Saved entries:
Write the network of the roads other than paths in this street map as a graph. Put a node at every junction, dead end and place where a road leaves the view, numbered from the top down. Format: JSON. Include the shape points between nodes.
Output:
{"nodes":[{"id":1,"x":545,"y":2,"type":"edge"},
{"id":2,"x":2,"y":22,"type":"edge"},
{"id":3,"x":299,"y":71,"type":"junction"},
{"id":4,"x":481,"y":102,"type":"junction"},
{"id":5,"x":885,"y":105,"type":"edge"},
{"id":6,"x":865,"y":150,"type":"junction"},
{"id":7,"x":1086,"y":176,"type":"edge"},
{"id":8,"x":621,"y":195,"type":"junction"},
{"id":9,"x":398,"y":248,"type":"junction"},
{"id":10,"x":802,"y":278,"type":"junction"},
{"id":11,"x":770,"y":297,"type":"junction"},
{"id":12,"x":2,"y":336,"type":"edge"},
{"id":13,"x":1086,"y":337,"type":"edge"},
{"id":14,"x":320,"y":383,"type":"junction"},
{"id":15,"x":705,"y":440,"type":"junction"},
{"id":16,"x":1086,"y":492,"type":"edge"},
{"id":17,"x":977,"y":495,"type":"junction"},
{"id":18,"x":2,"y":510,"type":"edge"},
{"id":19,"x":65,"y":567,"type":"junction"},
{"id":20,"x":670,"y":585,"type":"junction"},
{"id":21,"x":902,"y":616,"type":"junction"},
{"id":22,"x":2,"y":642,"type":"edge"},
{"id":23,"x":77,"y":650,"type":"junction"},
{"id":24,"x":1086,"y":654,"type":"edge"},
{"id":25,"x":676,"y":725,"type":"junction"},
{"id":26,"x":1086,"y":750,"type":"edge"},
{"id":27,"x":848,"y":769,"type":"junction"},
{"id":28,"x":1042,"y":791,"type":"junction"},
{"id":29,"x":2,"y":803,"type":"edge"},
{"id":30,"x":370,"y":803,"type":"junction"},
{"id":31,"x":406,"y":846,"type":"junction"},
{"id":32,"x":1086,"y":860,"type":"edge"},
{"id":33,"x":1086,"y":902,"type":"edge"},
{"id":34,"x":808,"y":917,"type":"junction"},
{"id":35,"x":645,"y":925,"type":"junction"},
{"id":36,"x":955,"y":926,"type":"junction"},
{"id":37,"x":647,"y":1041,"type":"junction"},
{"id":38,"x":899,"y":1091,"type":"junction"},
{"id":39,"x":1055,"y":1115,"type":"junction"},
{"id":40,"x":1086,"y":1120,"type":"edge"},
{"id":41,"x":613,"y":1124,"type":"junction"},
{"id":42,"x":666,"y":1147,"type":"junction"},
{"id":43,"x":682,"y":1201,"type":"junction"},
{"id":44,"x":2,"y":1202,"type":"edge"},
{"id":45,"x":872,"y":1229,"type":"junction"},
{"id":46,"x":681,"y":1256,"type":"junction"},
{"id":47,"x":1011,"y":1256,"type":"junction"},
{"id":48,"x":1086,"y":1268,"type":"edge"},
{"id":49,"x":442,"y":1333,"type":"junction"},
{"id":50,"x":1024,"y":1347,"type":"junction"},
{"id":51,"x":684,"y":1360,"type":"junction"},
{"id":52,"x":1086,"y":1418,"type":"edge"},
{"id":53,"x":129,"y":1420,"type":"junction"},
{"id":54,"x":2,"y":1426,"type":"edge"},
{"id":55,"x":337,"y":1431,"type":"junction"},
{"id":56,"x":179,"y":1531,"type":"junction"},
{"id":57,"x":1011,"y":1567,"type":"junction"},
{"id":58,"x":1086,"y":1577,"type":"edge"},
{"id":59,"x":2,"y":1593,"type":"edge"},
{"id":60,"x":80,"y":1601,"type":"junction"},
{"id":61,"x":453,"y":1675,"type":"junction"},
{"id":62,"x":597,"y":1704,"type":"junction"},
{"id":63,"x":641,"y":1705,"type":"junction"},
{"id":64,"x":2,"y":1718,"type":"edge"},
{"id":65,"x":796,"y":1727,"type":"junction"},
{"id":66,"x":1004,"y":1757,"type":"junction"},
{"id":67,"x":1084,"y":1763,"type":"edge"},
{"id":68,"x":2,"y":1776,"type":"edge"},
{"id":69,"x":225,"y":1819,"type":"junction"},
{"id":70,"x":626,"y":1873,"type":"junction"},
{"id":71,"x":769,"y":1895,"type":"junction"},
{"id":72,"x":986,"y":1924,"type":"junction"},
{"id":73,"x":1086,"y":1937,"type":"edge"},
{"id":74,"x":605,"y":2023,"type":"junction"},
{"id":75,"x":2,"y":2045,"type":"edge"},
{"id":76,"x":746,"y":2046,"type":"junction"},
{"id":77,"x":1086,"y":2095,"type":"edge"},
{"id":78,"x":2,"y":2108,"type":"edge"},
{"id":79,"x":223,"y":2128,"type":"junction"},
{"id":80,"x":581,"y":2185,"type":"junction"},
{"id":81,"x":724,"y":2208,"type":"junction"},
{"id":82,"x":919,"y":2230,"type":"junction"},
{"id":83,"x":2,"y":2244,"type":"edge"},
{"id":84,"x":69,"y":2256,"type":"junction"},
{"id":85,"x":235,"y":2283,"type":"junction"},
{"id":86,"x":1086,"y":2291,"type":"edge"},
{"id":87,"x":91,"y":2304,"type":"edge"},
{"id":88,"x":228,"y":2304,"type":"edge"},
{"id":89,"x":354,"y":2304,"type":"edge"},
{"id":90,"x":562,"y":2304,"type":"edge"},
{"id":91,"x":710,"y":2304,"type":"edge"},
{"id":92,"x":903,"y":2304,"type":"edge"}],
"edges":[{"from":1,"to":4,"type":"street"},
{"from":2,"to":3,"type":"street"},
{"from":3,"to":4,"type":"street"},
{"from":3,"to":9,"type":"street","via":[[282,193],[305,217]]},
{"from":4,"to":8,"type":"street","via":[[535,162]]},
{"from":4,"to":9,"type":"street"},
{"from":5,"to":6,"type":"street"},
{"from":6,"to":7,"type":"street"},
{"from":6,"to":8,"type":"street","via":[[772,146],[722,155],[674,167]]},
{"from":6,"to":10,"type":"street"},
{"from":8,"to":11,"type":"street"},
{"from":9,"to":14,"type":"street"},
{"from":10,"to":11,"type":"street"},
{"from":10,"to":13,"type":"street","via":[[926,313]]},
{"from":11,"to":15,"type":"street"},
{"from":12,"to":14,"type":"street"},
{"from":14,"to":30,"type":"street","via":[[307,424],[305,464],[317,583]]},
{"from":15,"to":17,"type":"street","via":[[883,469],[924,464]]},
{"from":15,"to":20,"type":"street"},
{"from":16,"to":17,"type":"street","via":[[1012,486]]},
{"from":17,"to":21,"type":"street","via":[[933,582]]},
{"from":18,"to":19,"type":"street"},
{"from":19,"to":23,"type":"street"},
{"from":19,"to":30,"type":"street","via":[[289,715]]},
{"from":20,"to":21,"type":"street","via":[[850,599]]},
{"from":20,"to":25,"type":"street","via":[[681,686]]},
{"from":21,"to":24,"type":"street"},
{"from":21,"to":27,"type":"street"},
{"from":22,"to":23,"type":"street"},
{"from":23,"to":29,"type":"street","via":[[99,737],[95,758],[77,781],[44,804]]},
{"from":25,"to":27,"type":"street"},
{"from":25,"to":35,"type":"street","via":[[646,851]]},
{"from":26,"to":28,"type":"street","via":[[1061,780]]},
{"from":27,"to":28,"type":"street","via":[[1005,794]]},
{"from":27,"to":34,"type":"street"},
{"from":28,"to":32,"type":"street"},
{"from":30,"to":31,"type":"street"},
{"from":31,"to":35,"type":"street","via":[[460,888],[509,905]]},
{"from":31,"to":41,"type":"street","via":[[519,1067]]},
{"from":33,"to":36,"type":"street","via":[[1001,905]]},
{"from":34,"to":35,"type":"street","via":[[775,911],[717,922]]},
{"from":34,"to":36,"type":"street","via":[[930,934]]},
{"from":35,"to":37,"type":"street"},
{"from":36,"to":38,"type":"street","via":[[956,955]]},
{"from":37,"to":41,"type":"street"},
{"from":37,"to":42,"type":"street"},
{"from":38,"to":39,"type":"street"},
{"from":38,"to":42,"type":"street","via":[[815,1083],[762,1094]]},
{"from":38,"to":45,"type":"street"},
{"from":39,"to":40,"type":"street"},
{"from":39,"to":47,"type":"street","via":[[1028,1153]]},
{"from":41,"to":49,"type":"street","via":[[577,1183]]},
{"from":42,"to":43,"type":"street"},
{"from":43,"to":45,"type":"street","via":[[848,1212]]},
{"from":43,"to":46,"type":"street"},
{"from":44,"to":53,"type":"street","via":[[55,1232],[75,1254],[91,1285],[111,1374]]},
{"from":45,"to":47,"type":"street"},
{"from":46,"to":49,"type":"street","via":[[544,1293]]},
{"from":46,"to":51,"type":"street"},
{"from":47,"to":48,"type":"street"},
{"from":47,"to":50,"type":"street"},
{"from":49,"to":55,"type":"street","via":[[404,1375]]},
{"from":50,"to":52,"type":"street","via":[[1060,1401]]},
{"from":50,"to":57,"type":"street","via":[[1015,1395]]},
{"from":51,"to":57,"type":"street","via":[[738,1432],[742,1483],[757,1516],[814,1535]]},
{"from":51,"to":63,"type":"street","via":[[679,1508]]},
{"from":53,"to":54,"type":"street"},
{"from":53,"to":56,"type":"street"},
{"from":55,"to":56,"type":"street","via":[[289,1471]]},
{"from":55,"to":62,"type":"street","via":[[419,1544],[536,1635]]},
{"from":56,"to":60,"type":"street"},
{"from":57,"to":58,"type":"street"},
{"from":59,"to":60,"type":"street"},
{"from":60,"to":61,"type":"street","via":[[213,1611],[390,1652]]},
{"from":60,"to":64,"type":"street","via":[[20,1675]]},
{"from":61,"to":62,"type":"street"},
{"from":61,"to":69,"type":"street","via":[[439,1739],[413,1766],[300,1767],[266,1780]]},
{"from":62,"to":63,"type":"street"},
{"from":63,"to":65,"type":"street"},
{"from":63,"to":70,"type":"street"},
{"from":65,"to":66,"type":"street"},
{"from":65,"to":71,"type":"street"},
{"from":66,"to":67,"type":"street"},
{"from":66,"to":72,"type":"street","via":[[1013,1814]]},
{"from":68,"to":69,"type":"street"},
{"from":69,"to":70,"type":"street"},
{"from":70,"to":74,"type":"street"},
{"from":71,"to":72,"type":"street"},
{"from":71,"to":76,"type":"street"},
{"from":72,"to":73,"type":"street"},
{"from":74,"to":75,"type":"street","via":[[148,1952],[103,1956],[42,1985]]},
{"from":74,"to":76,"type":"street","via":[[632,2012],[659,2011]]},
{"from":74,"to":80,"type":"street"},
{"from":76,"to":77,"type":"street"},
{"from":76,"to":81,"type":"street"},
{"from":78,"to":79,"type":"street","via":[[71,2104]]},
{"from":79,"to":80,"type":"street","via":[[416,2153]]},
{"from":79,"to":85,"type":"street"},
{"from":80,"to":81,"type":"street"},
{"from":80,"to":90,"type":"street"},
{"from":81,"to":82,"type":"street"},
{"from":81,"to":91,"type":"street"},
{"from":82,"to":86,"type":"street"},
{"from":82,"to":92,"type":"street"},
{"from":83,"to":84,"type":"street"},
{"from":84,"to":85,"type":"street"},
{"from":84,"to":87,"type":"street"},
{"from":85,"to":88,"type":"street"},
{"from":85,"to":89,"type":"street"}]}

Assignment: Only one number is wanted: how many lines in the records above contain the string "nodes".

Response to this exercise: 2